**Dataset entries:**

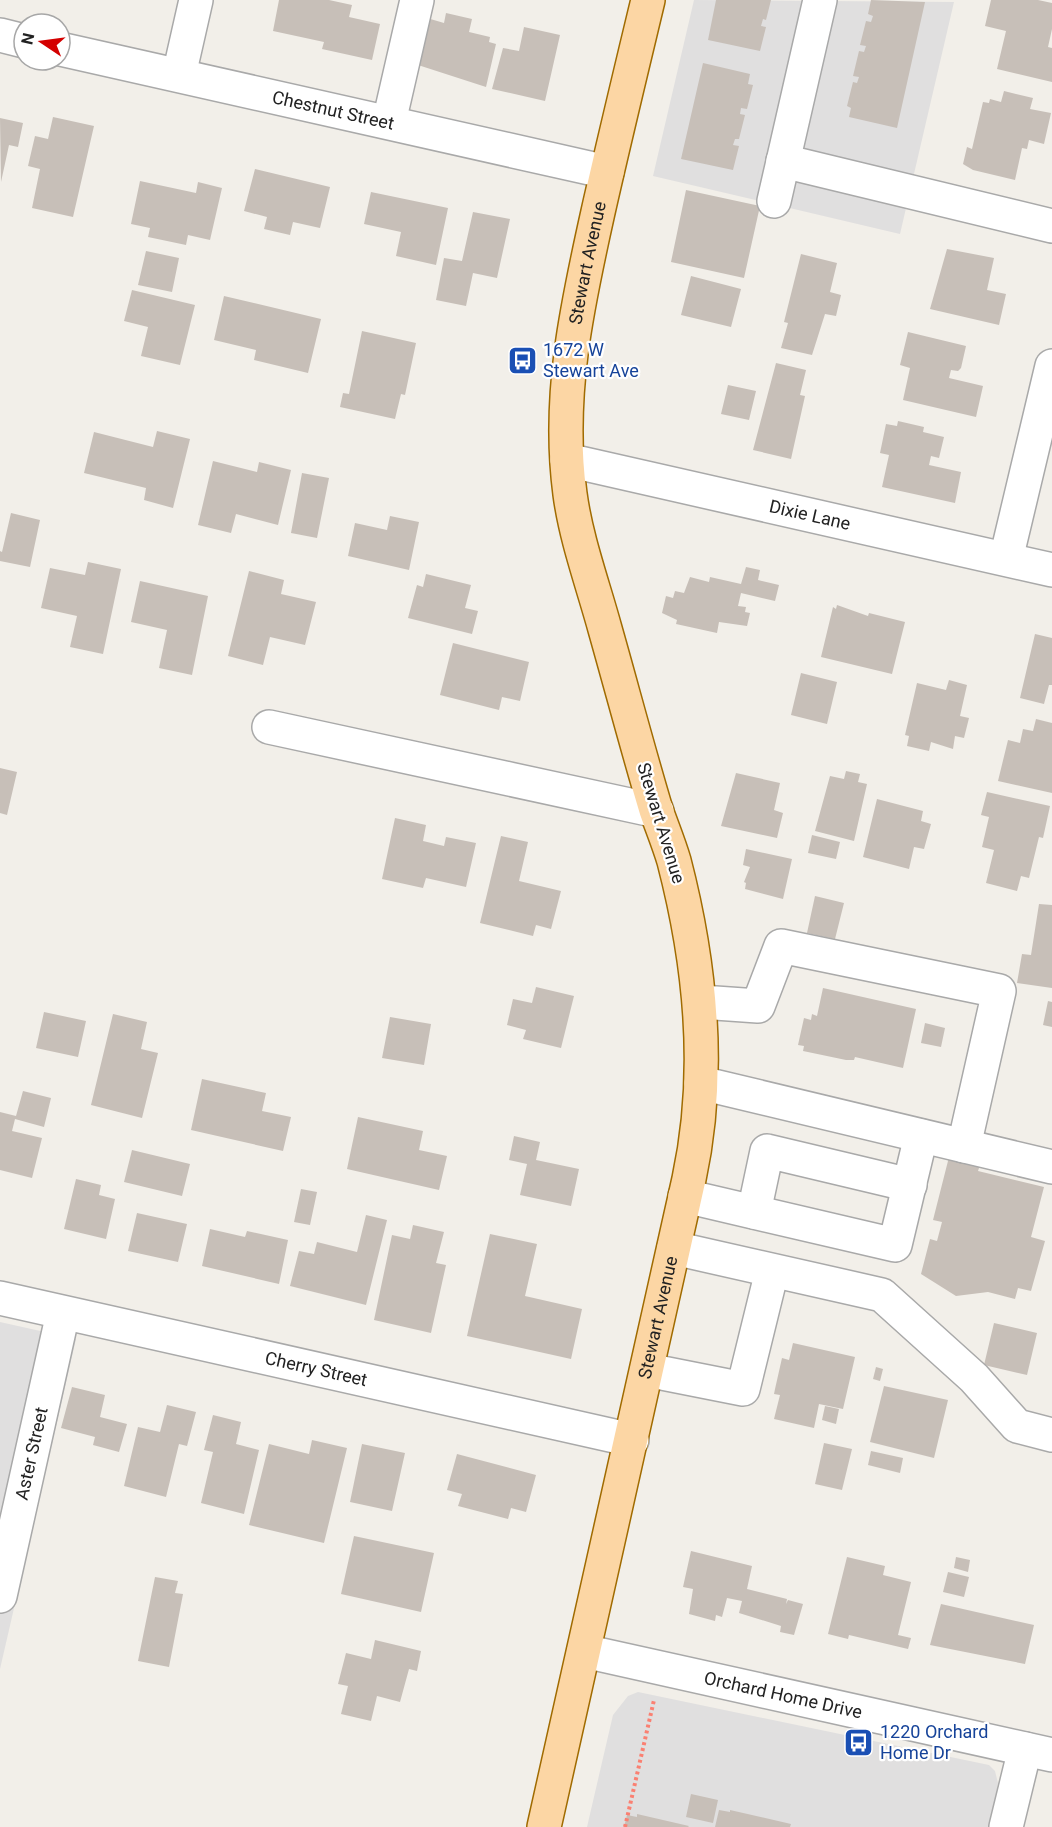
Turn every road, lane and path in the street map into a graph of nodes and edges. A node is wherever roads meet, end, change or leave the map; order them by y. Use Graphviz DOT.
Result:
graph roads {
  1 [pos="196,0"];
  2 [pos="417,0"];
  3 [pos="648,0"];
  4 [pos="820,0"];
  5 [pos="72,52"];
  6 [pos="179,75"];
  7 [pos="389,122"];
  8 [pos="783,161"];
  9 [pos="607,172"];
  10 [pos="774,201"];
  11 [pos="1052,226"];
  12 [pos="1052,366"];
  13 [pos="567,460"];
  14 [pos="1006,559"];
  15 [pos="1052,570"];
  16 [pos="269,727"];
  17 [pos="657,811"];
  18 [pos="701,1002"];
  19 [pos="701,1083"];
  20 [pos="921,1136"];
  21 [pos="964,1146"];
  22 [pos="1052,1167"];
  23 [pos="910,1185"];
  24 [pos="686,1196"];
  25 [pos="754,1212"];
  26 [pos="895,1245"];
  27 [pos="674,1248"];
  28 [pos="772,1271"];
  29 [pos="882,1295"];
  30 [pos="0,1298"];
  31 [pos="63,1313"];
  32 [pos="647,1370"];
  33 [pos="1052,1435"];
  34 [pos="632,1440"];
  35 [pos="0,1596"];
  36 [pos="584,1651"];
  37 [pos="654,1700"];
  38 [pos="1038,1752"];
  39 [pos="544,1827"];
  40 [pos="625,1827"];
  41 [pos="1006,1827"];
  1 -- 6 [label="street"];
  2 -- 7 [label="street"];
  3 -- 9 [label="main road, Stewart Avenue"];
  4 -- 8 [label="street"];
  5 -- 6 [label="street, Chestnut Street"];
  6 -- 7 [label="street, Chestnut Street"];
  7 -- 9 [label="street, Chestnut Street"];
  8 -- 10 [label="street"];
  8 -- 11 [label="street"];
  9 -- 13 [label="main road, Stewart Avenue"];
  12 -- 14 [label="street"];
  13 -- 14 [label="street, Dixie Lane"];
  13 -- 17 [label="main road, Stewart Avenue"];
  14 -- 15 [label="street, Dixie Lane"];
  16 -- 17 [label="street"];
  17 -- 18 [label="main road, Stewart Avenue"];
  18 -- 19 [label="main road, Stewart Avenue"];
  18 -- 21 [label="street"];
  19 -- 20 [label="street"];
  19 -- 24 [label="main road, Stewart Avenue"];
  20 -- 21 [label="street"];
  20 -- 23 [label="street"];
  21 -- 22 [label="street"];
  23 -- 25 [label="street"];
  23 -- 26 [label="street"];
  24 -- 25 [label="street"];
  24 -- 27 [label="main road, Stewart Avenue"];
  25 -- 26 [label="street"];
  26 -- 29 [label="street"];
  27 -- 28 [label="street"];
  27 -- 32 [label="main road, Stewart Avenue"];
  28 -- 29 [label="street"];
  28 -- 32 [label="street"];
  29 -- 33 [label="street"];
  30 -- 31 [label="street, Cherry Street"];
  31 -- 34 [label="street, Cherry Street"];
  31 -- 35 [label="street, Aster Street"];
  32 -- 34 [label="main road, Stewart Avenue"];
  34 -- 36 [label="main road, Stewart Avenue"];
  36 -- 38 [label="street, Orchard Home Drive"];
  36 -- 39 [label="main road, Stewart Avenue"];
  37 -- 40 [label="path"];
  38 -- 41 [label="street"];
}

**Exercise description:**
Transcribe all of the records above exactly; no image should appear in what you write.

**Solution below:**
Turn every road, lane and path in the street map into a graph of nodes and edges. A node is wherever roads meet, end, change or leave the map; order them by y. Use Graphviz DOT.
Result:
graph roads {
  1 [pos="196,0"];
  2 [pos="417,0"];
  3 [pos="648,0"];
  4 [pos="820,0"];
  5 [pos="72,52"];
  6 [pos="179,75"];
  7 [pos="389,122"];
  8 [pos="783,161"];
  9 [pos="607,172"];
  10 [pos="774,201"];
  11 [pos="1052,226"];
  12 [pos="1052,366"];
  13 [pos="567,460"];
  14 [pos="1006,559"];
  15 [pos="1052,570"];
  16 [pos="269,727"];
  17 [pos="657,811"];
  18 [pos="701,1002"];
  19 [pos="701,1083"];
  20 [pos="921,1136"];
  21 [pos="964,1146"];
  22 [pos="1052,1167"];
  23 [pos="910,1185"];
  24 [pos="686,1196"];
  25 [pos="754,1212"];
  26 [pos="895,1245"];
  27 [pos="674,1248"];
  28 [pos="772,1271"];
  29 [pos="882,1295"];
  30 [pos="0,1298"];
  31 [pos="63,1313"];
  32 [pos="647,1370"];
  33 [pos="1052,1435"];
  34 [pos="632,1440"];
  35 [pos="0,1596"];
  36 [pos="584,1651"];
  37 [pos="654,1700"];
  38 [pos="1038,1752"];
  39 [pos="544,1827"];
  40 [pos="625,1827"];
  41 [pos="1006,1827"];
  1 -- 6 [label="street"];
  2 -- 7 [label="street"];
  3 -- 9 [label="main road, Stewart Avenue"];
  4 -- 8 [label="street"];
  5 -- 6 [label="street, Chestnut Street"];
  6 -- 7 [label="street, Chestnut Street"];
  7 -- 9 [label="street, Chestnut Street"];
  8 -- 10 [label="street"];
  8 -- 11 [label="street"];
  9 -- 13 [label="main road, Stewart Avenue"];
  12 -- 14 [label="street"];
  13 -- 14 [label="street, Dixie Lane"];
  13 -- 17 [label="main road, Stewart Avenue"];
  14 -- 15 [label="street, Dixie Lane"];
  16 -- 17 [label="street"];
  17 -- 18 [label="main road, Stewart Avenue"];
  18 -- 19 [label="main road, Stewart Avenue"];
  18 -- 21 [label="street"];
  19 -- 20 [label="street"];
  19 -- 24 [label="main road, Stewart Avenue"];
  20 -- 21 [label="street"];
  20 -- 23 [label="street"];
  21 -- 22 [label="street"];
  23 -- 25 [label="street"];
  23 -- 26 [label="street"];
  24 -- 25 [label="street"];
  24 -- 27 [label="main road, Stewart Avenue"];
  25 -- 26 [label="street"];
  26 -- 29 [label="street"];
  27 -- 28 [label="street"];
  27 -- 32 [label="main road, Stewart Avenue"];
  28 -- 29 [label="street"];
  28 -- 32 [label="street"];
  29 -- 33 [label="street"];
  30 -- 31 [label="street, Cherry Street"];
  31 -- 34 [label="street, Cherry Street"];
  31 -- 35 [label="street, Aster Street"];
  32 -- 34 [label="main road, Stewart Avenue"];
  34 -- 36 [label="main road, Stewart Avenue"];
  36 -- 38 [label="street, Orchard Home Drive"];
  36 -- 39 [label="main road, Stewart Avenue"];
  37 -- 40 [label="path"];
  38 -- 41 [label="street"];
}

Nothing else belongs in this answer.